Brings me on to 2 weeks ago, Bell housing been maybe lots of noise. Went to Litchfield, they replaced it, kept me fed and watered, and I headed off to the Cinema for the day.

Best thing for me was whilst doing it I had downpipes fitted labour free as they were changing the bell housing anyway so it wasn't going to add any additional delays.

So my opinion.

Brilliant service when I've needed to use it, no try and get out of claim issues they just got on with the task in hand and in my experience it's saved me a shed load of money, certainly enough to cover taking it out in September for another year.


----------



## EAndy (Dec 13, 2011)

the speculator said:


> Yeah no point in emailing Litchfield; they are a bit behind on that front. I recently took out their warranty after the OEM one expired, and was a little peeved that they excluded the bell-housing from it but Peter at the HPC at Mill Hill swears blind that there is absolutely nothing wrong with it; I guess they just don't want to warranty a known potential issue. It's cheap because it is good business sense for them; you will be a captured customer on upgrades afterwards, as I am...

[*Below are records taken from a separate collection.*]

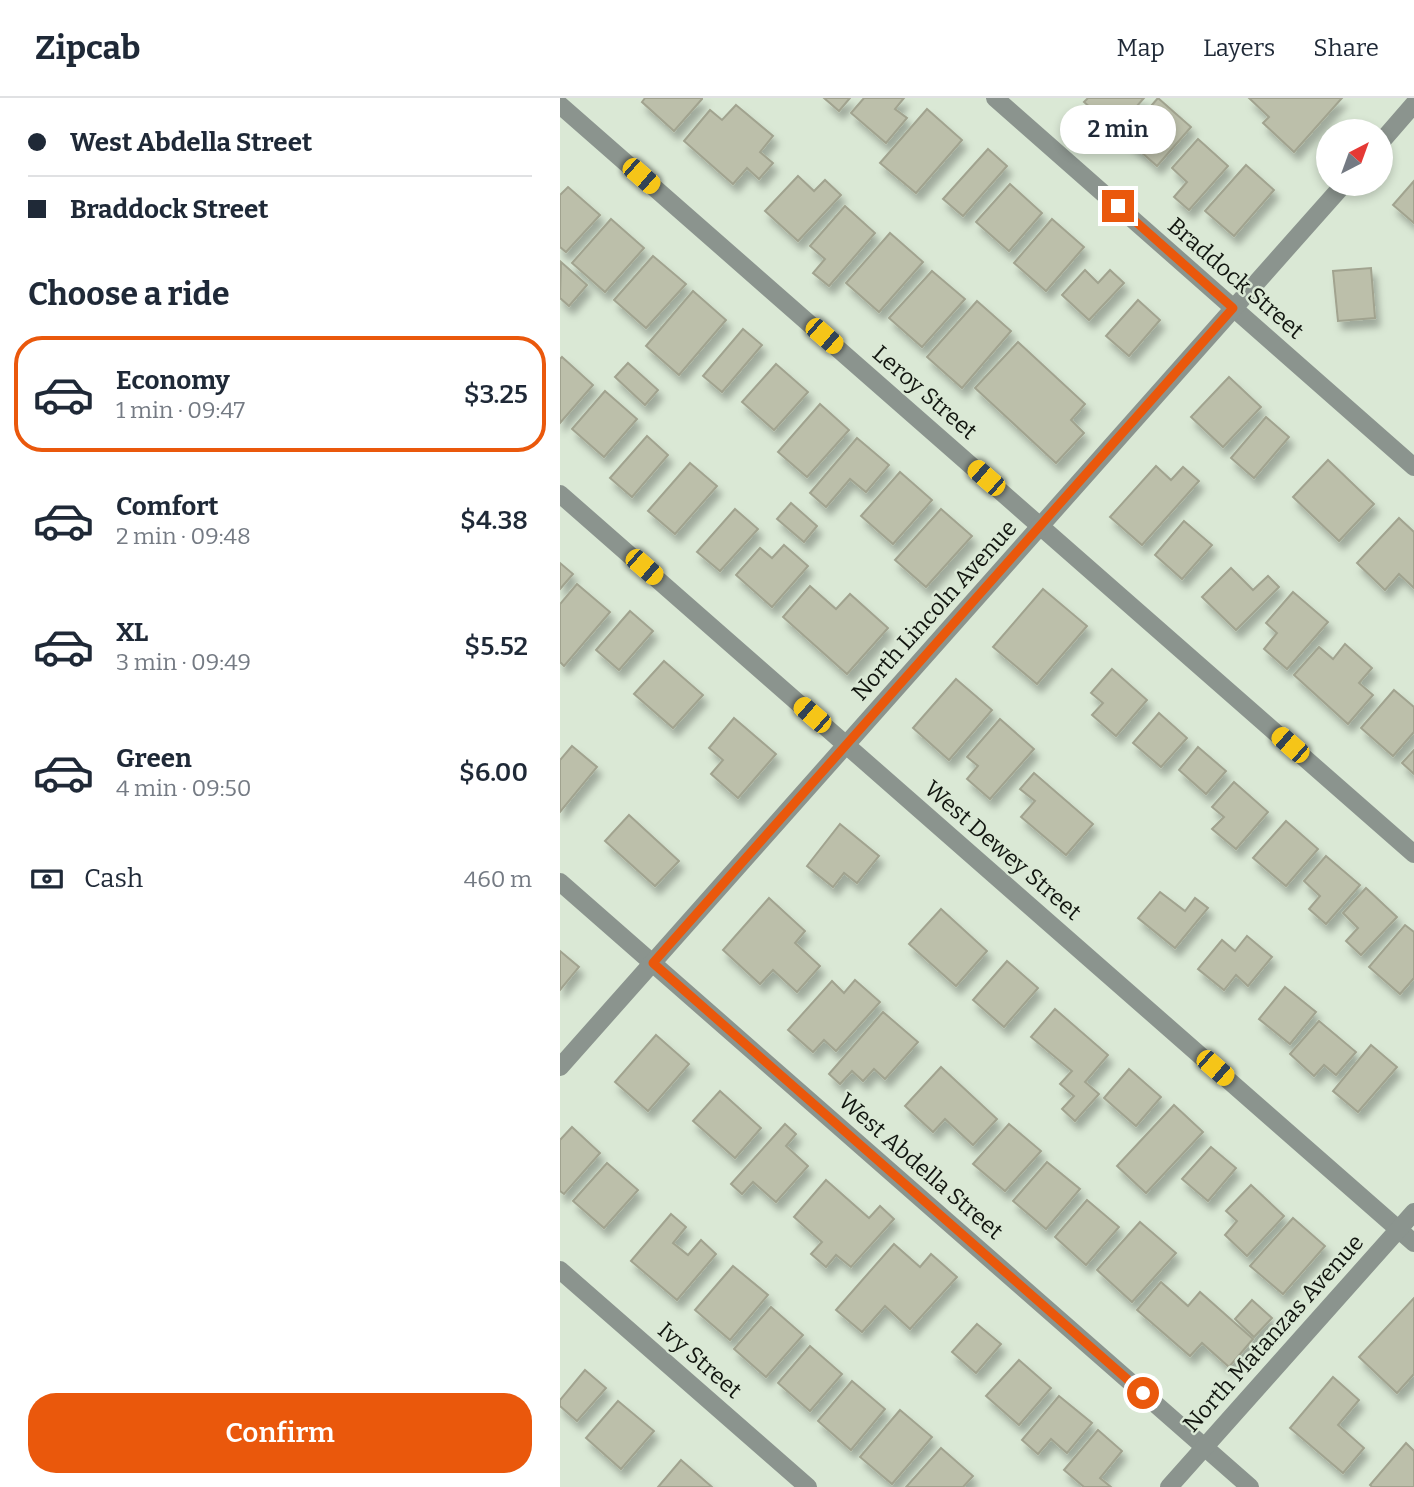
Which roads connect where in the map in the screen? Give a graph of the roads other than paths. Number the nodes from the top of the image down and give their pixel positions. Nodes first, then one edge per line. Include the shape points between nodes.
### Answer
1 (995, 98) edge
2 (1414, 104) edge
3 (560, 105) edge
4 (1393, 128) edge
5 (1333, 196) edge
6 (1233, 308) junction
7 (1414, 467) edge
8 (560, 494) edge
9 (1041, 526) junction
10 (846, 745) junction
11 (1414, 854) edge
12 (560, 882) edge
13 (653, 963) junction
14 (560, 1067) edge
15 (1414, 1212) edge
16 (1399, 1230) junction
17 (1414, 1243) edge
18 (560, 1270) edge
19 (1204, 1447) junction
20 (808, 1487) edge
21 (1169, 1487) edge
22 (1250, 1487) edge

1 - 6 street, Braddock Street
2 - 4 street
3 - 9 street, Leroy Street
5 - 6 street, North Lincoln Avenue
6 - 7 street, Braddock Street
6 - 9 street, North Lincoln Avenue
8 - 10 street, West Dewey Street
9 - 10 street, North Lincoln Avenue
9 - 11 street, Leroy Street
10 - 13 street, North Lincoln Avenue
10 - 16 street, West Dewey Street
12 - 13 street, West Abdella Street
13 - 14 street, North Lincoln Avenue
13 - 19 street, West Abdella Street
15 - 16 street, North Matanzas Avenue
16 - 17 street, West Dewey Street
16 - 19 street, North Matanzas Avenue
18 - 20 street, Ivy Street
19 - 21 street, North Matanzas Avenue
19 - 22 street, West Abdella Street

Bell housing isn't excluded from it, but it has acceptable levels of movement. 

They'll never be silent at all and will always make a noise. I had Litchfield keep checks on mine and eventually it was changed once it became very loud / outside the tolerance %. 

I can also first hand say I know the stress they were going through when I was there, they changed to a digital phone system so they could be quicker on the phone call fronts etc and the provider has really caused them issues with no phones 2 week, not being able to receive / send e-mails. 

When I was there lets just say they weren't pleased about it at all and had a lot of angry customers they couldn't even notify of the issues because they weren't receiving the e-mails as they had no lines working or net to even know who might of contacted them.


----------



## AdnanK (Jun 11, 2013)

EAndy said:


> Sadly like most things warranty or insurance wise you only really know the benefits or how good they are when something goes wrong (which isn't what you want anyway).
> 
> I've Litchfield warranty so will give my input.
> 
> ...


That is so great to hear mate and thank you for your input. Being able to Warranty with them is one of the deciding factors for my pursuit for a GTR :thumbsup:


----------



## CelticWebs (Apr 3, 2013)

That's the kind of positive feedback I was looking for! 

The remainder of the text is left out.